The above example gives us clues into the different types of transfer of learning that we have. These are explained below:
(a) Positive Transfer:
This is a situation whereby a previously learnt fact or information aids in the understanding of a new task. Aside from aiding the learners in their subsequent learning, it also helps the learners to learn better and effectively the new task.
(b) Negative Transfer:
This is a type of learning in which prior experience imparts negatively on the new one. In this case, the understanding of past skills inhibits the mastering of new ones. For example, if a student wrongly connects information, it can lead to negative transfer.

(c)  Zero Transfer:
This type of learning reveals no link between the previously learnt task and the recent one. The evidence of zero transfer is hardly seen, it reveals no clear positive or negative effect.
Theories of Transfer of Learning
                  I.      Theory of Mental Faculties:
This theory was propounded by the Greek Philosophers, notable among them was Aristotle. The basic tenet of the theory is that human mind is sub-divided into different powers of faculties like memory, judgment, reasoning or thinking. It is therefore believed that each of these faculties is reinforced and developed by cast and continuous memorization of poetry/poem and similar works. This theory believes that exercises and regular practice will strengthen the mental faculties. The theory therefore dismisses the concept of transfer of learning, to it a well-trained and disciplined mind is the ingredient needed for understanding of new information.
               II.      Theory of Identical Elements:
The theory which was developed by the duo of Thorndike and Woodworth (American Psychologists) indicates that it is possible for an individual to transfer the prior skills and knowledge to recent ones because both experiences are identical (share things in common). This theory suggests that a successful or effective learning will happen if there are connections or interrelatedness between the old and the new experiences.
For example, it is expected that a student who has learnt about anatomical parts of human being in a Biology lesson, should be able to do well when he/she is asked to name anatomical parts of a goat during Agriculture lesson.
           III.      Theory of Generalization:
This theory was advocated by a Psychologist named Charles Judd. The assumption of the theory is that general principles aid transfer of learning better than segregated facts. This theory believes in Gestalt, an assertion which views learning from a whole or complete form rather than in isolated form.
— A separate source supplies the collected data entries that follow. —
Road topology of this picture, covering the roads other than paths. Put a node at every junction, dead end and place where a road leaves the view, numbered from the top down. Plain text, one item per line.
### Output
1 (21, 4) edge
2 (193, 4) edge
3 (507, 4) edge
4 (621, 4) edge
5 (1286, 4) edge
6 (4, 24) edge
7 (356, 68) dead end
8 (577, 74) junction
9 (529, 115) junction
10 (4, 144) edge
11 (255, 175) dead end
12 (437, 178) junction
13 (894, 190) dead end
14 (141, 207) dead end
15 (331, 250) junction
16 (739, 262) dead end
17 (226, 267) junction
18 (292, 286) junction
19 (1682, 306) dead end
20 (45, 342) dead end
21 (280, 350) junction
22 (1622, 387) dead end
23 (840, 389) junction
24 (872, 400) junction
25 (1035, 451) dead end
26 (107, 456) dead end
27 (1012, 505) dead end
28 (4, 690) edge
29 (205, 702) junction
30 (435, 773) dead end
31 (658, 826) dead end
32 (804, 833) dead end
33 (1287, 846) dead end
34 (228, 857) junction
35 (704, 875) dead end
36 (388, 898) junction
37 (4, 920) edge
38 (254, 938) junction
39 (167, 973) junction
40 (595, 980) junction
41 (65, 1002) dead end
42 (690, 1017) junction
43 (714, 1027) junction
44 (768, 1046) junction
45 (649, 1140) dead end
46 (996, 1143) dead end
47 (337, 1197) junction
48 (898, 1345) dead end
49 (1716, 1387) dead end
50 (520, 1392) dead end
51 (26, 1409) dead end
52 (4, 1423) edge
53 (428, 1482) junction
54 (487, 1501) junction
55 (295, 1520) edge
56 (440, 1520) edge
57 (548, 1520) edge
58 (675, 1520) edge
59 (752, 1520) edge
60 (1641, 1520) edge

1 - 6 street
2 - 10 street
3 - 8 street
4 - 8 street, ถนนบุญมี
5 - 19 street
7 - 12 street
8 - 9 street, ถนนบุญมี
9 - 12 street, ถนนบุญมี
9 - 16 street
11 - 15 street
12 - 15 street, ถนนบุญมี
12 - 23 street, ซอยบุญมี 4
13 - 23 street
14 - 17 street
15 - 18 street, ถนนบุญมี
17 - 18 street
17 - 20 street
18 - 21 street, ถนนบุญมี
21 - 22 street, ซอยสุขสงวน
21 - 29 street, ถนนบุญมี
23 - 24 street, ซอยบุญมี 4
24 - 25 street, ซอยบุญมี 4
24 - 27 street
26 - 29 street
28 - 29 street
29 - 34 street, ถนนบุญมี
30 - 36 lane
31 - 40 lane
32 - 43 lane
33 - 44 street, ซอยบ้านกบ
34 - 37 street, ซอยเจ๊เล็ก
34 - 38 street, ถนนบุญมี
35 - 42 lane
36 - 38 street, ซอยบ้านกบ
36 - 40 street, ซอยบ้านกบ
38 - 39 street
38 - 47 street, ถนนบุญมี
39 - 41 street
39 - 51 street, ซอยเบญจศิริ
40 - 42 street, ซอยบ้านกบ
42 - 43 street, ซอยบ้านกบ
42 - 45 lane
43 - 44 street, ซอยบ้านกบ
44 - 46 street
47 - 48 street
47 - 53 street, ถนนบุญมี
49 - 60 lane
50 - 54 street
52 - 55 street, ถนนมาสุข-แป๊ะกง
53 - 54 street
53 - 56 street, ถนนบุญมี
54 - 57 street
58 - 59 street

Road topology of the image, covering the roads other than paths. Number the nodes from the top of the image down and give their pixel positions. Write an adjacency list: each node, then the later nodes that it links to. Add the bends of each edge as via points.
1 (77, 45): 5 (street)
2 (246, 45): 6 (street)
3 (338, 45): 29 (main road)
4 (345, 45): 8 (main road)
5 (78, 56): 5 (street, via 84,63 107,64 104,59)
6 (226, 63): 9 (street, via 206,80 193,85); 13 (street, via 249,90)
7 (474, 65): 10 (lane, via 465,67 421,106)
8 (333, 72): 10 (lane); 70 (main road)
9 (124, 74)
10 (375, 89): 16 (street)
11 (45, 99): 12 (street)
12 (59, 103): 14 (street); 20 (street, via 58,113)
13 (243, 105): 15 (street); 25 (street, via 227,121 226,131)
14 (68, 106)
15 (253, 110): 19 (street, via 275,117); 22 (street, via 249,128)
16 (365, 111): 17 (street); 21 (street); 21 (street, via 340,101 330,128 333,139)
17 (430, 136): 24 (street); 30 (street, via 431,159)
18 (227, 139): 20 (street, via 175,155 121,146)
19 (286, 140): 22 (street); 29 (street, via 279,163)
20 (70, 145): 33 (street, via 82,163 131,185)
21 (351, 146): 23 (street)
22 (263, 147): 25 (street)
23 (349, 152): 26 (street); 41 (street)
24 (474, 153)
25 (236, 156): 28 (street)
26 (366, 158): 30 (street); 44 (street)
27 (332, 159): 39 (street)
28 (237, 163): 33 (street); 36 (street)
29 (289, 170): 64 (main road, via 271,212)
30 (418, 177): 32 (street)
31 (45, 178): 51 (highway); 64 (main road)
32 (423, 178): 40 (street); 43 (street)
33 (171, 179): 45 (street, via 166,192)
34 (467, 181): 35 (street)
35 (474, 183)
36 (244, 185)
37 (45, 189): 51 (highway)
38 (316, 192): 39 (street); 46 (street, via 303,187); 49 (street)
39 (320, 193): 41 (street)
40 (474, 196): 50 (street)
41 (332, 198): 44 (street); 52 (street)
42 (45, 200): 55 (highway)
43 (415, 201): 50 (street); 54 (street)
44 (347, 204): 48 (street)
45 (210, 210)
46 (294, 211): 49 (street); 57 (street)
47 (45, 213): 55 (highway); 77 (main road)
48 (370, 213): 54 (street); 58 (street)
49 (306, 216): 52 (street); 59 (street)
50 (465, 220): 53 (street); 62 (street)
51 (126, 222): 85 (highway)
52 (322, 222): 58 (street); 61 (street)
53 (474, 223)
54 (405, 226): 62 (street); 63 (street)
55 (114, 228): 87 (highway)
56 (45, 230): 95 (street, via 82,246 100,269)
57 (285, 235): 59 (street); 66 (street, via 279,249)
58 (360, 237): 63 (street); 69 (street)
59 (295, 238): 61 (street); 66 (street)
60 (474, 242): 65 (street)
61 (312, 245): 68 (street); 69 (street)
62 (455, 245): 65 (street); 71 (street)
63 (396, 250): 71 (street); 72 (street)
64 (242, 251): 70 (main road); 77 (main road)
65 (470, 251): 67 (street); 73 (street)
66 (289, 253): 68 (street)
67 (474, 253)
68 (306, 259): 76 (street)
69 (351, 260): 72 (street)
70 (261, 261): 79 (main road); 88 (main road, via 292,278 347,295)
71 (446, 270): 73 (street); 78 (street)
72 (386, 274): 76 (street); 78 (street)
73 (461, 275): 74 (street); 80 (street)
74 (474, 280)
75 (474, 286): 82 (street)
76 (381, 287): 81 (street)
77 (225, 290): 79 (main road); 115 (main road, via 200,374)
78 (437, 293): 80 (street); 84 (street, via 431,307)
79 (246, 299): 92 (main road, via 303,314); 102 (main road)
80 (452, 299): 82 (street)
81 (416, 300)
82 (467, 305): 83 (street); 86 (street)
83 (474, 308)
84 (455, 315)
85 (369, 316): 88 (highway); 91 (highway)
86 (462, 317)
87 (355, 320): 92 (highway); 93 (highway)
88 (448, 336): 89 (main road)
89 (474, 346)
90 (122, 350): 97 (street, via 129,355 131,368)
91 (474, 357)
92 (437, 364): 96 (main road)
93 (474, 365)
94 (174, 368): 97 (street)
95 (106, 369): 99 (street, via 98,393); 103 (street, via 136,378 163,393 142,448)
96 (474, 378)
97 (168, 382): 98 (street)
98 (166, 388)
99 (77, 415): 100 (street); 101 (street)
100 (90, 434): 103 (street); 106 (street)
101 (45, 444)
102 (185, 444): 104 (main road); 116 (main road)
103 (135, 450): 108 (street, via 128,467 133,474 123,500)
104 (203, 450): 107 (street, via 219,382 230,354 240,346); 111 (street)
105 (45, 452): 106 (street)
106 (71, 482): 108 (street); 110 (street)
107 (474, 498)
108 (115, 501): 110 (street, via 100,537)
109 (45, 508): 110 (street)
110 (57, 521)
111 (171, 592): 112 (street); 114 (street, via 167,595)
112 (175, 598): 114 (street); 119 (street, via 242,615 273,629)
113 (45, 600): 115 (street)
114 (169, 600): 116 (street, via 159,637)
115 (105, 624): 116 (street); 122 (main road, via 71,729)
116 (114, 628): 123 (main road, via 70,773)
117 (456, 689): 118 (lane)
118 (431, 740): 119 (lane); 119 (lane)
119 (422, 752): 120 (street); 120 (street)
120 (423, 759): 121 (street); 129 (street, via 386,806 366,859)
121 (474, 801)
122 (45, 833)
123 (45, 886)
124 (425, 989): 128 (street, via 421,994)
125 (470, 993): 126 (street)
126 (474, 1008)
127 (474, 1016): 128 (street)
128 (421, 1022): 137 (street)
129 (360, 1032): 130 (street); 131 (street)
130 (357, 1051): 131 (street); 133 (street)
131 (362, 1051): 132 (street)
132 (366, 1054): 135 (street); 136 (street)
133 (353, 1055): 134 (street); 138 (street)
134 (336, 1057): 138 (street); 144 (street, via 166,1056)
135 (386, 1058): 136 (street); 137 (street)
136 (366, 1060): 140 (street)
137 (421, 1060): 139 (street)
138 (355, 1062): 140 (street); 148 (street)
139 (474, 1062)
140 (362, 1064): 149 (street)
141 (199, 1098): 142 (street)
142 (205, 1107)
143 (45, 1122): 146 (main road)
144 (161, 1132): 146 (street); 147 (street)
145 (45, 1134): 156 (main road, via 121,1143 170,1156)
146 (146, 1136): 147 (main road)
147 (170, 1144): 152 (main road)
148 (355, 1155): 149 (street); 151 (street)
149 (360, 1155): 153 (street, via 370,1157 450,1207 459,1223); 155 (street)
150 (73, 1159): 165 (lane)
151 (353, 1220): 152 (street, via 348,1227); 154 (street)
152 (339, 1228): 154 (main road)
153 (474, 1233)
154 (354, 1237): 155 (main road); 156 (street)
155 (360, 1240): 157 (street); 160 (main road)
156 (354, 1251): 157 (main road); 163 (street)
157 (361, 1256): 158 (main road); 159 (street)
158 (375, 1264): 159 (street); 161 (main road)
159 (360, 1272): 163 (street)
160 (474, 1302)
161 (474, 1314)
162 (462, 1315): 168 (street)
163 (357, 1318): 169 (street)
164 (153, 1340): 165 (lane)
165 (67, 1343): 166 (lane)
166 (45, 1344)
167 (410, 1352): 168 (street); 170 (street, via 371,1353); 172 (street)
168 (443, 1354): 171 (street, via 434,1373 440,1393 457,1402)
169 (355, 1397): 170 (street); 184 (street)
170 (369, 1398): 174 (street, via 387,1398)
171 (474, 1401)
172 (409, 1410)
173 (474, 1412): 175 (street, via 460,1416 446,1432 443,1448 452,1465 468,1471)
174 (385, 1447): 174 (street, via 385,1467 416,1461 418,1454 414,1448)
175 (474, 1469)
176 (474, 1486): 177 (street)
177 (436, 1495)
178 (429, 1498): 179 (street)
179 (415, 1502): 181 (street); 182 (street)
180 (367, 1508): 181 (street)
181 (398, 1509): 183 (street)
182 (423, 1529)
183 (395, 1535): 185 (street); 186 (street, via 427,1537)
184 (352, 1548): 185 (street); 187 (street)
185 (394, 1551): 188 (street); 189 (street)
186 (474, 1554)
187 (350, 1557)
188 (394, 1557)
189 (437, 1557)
For example, the theory of generalization indicates that a learnt experience should be useful in other day-to –day related activities.
Classroom Implications of Transfer of Learning
1.     The teacher should know that transfer of learning will not take place when both the old and new are unrelated. Hence, the teacher should endeavor to teach his/her subject-matter in a more meaningful and detailed way rather than by rote.
2.     The teacher should provide the opportunity for his/her students to practice a subject-matter being discussed along with him/her. When the learners are allowed to take active part in teaching learning activities, they will be able to repeat the task at another time.
3.     For a transfer of learning to take place, the teacher should always emphasize the relationship that exists between one subject matter and another.
4.     The teacher should endeavor to develop positive attitudes towards a learning task so that the students can be motivated to like the task rather avoiding it.
5.     It is believed that what students see, touch, feel or manipulate will be better remembered than the one they are not familiar with. Hence, for a meaningful transfer of learning to take place, the teacher should incorporate exercises that task the various senses of learners in the learning process.